# Old Sugar Mill near Nerje, South Spain - January 2015 - Pic heavy



## J_a_t_33 (Jan 31, 2015)

A group of us were driving to Nerje to visit the incredible caves there. On route I spotted this place from the road as we drove past




I begged the guy who was driving to let me go for an explore on the way back and what a legend, he obliged!

The San Joaquin Sugar Mill, located between Nerja and Maro on the old coast road.

There was a long tradition of sugar cane plantations and sugar cane mills in the area dating from the XVI century.

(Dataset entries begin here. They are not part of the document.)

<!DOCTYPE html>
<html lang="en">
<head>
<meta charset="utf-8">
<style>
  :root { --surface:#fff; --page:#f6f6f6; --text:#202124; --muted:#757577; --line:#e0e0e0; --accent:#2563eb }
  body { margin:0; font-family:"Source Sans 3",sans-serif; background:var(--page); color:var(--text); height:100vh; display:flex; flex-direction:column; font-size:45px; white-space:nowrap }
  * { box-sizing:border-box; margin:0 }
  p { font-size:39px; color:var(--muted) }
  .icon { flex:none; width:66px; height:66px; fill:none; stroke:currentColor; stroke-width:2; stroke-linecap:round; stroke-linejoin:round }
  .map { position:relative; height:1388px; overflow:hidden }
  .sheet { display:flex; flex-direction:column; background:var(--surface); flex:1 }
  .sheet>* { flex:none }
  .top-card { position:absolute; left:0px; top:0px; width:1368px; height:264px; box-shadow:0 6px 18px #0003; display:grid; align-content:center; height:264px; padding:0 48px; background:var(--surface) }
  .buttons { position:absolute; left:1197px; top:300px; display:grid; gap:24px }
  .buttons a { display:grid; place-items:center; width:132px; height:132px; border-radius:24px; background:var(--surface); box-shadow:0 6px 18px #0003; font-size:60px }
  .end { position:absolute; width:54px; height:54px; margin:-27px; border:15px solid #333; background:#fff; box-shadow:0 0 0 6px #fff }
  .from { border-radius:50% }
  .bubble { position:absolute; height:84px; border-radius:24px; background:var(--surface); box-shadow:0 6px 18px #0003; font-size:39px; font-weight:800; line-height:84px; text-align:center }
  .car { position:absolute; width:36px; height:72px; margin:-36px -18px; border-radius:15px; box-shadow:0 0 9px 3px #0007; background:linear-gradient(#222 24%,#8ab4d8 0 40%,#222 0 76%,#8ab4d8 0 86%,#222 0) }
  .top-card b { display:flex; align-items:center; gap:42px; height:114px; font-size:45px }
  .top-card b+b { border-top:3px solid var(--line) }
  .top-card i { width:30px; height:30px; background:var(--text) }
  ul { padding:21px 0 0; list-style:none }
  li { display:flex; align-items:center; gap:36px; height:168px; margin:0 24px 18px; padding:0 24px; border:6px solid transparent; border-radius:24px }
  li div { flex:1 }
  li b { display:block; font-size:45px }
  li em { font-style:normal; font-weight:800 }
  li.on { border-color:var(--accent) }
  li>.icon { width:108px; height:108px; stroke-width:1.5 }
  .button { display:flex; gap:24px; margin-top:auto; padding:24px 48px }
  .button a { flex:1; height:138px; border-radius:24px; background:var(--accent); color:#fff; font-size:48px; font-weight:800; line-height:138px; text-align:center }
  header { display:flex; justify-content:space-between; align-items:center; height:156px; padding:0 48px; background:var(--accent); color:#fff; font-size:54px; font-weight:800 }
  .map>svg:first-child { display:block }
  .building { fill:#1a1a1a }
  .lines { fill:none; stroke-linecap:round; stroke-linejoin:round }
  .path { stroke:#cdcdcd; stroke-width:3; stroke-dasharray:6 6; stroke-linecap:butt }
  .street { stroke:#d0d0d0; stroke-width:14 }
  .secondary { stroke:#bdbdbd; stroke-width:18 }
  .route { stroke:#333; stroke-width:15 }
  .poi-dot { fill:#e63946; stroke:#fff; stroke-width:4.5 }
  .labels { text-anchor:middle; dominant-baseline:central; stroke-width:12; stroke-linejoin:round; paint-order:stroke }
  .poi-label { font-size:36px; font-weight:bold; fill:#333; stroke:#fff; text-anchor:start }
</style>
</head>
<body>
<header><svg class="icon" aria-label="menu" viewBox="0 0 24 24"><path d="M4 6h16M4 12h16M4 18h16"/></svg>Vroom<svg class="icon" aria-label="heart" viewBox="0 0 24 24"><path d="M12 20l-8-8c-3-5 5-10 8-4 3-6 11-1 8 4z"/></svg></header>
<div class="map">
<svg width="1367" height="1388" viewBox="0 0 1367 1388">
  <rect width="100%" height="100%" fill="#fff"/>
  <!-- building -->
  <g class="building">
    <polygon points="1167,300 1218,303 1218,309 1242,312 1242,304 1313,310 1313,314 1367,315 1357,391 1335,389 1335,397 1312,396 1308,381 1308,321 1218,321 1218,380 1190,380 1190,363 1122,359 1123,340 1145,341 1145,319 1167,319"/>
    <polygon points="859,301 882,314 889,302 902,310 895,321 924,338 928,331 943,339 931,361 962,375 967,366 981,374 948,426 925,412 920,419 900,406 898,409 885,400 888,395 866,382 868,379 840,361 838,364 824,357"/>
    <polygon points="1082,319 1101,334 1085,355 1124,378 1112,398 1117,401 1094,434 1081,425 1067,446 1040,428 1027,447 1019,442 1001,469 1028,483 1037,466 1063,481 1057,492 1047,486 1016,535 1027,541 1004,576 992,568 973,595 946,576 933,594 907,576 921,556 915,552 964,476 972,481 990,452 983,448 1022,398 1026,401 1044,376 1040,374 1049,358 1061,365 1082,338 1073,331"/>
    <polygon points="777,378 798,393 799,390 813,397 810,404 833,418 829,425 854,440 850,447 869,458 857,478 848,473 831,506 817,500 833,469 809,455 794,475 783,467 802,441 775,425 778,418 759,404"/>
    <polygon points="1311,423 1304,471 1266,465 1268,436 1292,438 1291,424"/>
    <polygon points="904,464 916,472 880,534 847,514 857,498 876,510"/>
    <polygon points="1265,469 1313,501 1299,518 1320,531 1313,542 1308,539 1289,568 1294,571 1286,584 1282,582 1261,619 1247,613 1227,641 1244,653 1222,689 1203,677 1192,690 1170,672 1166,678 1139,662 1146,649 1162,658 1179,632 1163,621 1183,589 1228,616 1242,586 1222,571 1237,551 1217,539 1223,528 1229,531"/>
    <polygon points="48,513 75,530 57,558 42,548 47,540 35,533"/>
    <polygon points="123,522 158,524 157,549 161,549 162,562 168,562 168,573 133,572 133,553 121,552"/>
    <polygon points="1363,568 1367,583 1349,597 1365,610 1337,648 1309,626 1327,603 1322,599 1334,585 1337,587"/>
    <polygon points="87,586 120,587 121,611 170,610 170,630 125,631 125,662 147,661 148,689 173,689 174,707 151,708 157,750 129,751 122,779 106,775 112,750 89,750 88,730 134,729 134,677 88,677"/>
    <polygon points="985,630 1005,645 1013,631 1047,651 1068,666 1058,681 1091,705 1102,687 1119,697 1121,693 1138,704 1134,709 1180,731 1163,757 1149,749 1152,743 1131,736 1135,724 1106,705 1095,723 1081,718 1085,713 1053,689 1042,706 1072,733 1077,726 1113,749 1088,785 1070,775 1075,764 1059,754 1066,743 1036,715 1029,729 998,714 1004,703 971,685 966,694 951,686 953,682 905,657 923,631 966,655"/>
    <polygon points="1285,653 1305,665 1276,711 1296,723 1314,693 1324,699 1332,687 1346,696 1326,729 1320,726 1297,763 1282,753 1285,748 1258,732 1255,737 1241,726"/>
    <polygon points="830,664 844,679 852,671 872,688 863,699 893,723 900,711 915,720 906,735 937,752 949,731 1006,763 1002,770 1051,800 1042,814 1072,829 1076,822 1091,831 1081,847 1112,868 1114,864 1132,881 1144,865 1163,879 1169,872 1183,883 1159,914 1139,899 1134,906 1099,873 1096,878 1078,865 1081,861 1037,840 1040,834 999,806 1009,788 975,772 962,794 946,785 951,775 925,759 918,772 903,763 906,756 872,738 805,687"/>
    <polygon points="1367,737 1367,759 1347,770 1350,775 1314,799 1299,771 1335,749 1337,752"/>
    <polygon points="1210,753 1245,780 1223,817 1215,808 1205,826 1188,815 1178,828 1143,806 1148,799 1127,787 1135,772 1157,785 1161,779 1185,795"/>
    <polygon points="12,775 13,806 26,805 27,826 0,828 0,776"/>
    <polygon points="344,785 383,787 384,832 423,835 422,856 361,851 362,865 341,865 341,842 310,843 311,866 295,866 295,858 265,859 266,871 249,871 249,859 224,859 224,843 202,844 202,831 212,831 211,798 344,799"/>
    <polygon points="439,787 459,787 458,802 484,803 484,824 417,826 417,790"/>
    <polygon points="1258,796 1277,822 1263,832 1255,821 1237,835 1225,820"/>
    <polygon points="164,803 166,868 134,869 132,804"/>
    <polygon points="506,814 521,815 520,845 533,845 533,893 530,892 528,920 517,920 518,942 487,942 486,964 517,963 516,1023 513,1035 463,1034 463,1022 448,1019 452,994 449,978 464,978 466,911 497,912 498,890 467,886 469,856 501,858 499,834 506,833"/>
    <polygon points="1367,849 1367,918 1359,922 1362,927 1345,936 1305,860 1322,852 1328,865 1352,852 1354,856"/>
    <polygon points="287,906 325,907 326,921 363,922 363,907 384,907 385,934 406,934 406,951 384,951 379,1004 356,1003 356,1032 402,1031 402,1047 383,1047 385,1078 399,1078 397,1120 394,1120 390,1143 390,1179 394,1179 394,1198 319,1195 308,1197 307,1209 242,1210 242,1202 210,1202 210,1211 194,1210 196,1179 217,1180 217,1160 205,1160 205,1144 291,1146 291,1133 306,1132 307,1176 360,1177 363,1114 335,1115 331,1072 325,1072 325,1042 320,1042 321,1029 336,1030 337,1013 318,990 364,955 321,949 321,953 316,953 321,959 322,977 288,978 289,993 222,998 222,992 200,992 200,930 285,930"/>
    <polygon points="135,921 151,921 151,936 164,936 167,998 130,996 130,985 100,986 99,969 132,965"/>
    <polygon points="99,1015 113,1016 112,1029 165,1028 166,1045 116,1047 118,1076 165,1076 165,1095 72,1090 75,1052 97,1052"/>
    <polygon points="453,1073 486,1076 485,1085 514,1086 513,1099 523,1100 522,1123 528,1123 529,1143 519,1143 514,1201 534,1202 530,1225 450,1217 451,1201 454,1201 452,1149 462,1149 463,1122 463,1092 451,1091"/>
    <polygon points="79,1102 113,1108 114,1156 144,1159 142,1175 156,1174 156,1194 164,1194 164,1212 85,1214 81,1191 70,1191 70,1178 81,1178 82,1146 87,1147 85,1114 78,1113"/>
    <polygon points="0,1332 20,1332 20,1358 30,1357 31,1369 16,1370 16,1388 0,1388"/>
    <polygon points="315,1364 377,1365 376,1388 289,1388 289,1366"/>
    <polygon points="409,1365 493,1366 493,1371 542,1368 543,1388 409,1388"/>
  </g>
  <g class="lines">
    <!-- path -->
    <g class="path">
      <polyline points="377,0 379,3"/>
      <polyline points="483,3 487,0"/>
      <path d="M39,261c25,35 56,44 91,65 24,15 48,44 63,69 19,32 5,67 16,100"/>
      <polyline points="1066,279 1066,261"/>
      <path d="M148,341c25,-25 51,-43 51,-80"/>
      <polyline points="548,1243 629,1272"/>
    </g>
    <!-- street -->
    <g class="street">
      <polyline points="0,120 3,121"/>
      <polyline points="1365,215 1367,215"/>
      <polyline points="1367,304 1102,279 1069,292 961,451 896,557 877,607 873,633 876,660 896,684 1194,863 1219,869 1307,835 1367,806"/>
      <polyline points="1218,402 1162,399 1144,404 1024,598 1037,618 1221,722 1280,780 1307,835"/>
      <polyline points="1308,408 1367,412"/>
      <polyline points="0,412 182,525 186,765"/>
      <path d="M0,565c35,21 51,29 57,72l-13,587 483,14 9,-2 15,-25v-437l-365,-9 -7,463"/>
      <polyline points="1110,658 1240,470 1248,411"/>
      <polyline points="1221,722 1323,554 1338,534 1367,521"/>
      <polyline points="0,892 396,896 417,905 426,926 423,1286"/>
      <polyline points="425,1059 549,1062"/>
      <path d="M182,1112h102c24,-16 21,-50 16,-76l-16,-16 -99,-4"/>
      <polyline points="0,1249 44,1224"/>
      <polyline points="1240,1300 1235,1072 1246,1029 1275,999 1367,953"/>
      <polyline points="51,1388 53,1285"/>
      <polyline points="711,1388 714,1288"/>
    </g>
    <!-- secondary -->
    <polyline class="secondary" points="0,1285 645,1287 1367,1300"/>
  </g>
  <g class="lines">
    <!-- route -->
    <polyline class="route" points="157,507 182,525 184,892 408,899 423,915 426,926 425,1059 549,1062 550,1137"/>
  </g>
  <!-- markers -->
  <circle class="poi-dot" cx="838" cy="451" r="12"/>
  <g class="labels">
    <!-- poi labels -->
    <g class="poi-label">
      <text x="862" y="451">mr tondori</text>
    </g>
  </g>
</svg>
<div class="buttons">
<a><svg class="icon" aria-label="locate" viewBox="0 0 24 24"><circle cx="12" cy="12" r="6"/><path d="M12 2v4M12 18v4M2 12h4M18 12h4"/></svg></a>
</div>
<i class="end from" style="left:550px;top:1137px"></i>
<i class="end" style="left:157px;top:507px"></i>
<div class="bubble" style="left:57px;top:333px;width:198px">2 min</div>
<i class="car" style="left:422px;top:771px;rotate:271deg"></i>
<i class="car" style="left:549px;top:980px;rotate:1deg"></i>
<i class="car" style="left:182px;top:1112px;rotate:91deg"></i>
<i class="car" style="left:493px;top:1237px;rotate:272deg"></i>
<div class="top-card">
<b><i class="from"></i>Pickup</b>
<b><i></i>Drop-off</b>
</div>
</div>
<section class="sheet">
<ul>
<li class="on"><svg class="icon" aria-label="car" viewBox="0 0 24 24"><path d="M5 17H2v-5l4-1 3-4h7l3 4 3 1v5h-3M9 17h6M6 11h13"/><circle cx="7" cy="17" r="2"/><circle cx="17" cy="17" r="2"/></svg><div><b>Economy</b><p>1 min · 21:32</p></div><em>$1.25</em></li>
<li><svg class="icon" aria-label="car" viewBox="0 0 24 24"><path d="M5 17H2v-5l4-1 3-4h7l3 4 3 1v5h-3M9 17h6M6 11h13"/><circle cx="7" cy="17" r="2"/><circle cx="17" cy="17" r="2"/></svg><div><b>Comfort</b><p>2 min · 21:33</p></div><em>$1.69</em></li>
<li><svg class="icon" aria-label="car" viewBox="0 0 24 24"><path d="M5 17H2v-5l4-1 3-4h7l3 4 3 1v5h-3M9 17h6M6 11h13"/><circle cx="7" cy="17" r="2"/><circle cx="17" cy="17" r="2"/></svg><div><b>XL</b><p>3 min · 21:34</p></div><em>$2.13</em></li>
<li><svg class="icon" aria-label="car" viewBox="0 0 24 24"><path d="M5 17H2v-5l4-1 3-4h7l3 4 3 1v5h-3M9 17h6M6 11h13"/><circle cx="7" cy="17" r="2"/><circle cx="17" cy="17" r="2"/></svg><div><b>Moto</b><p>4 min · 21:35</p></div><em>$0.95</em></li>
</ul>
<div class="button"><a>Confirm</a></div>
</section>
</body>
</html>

The mill was built in 1884 by Francisco Cantarero and owned by the Marquis de Tous. It closed down in 1911 and then, in 1930, was acquired by the Larios sugar company and reopened. A distillery was also part of the complex.

There were also mills at Maro, Nerja, Frigiliana and Torrox. The nearby Eagle Aquaduct, built to supply the factory, continues to be used by local farmers for irrigation. Source: http://www.nerjatoday.com/nerja/san-joaquin-sugar-mill/ 

Pics - I hope these aren't too big. I am travelling with a weeny laptop so they look big to me so let me know if they need resizing please. I normal resize and watermark them, but that would take years on this little machine lol!




























Nice view from here!





















Charming












There is a water channel which runs all the way underneath the buildings















Looking down the water channel that runs under the building









Tree growing out of the building



The chimney



Beautiful mountains in the background



That looks like you can get inside the chimney!



Whooo I'm in a chimney!!





















Thanks for looking, much love


----------



## URBANMYTH (Feb 1, 2015)

Looks great well done thanks


----------



## HughieD (Feb 1, 2015)

Loving that....especially the multiple doorway arch shot. Fantastic set. Thanks for sharing.


----------



## HughieD (Feb 1, 2015)

Nerja is by the coast in Andalucia isn't it? Have stayed near there and have seen the acquaduct but missed that lovely mill.


----------



## flyboys90 (Feb 1, 2015)

Very nice and a great collection of images.


----------



## J_a_t_33 (Feb 1, 2015)

Thanks for the comments guys  Not sure where Andalucia is tbh Hughie.


----------



## BikinGlynn (Feb 1, 2015)

Fantastic that! looks an amazing place.
Great pics too, loving the chimney selfie


----------



## J_a_t_33 (Feb 2, 2015)

Haha cheers man


----------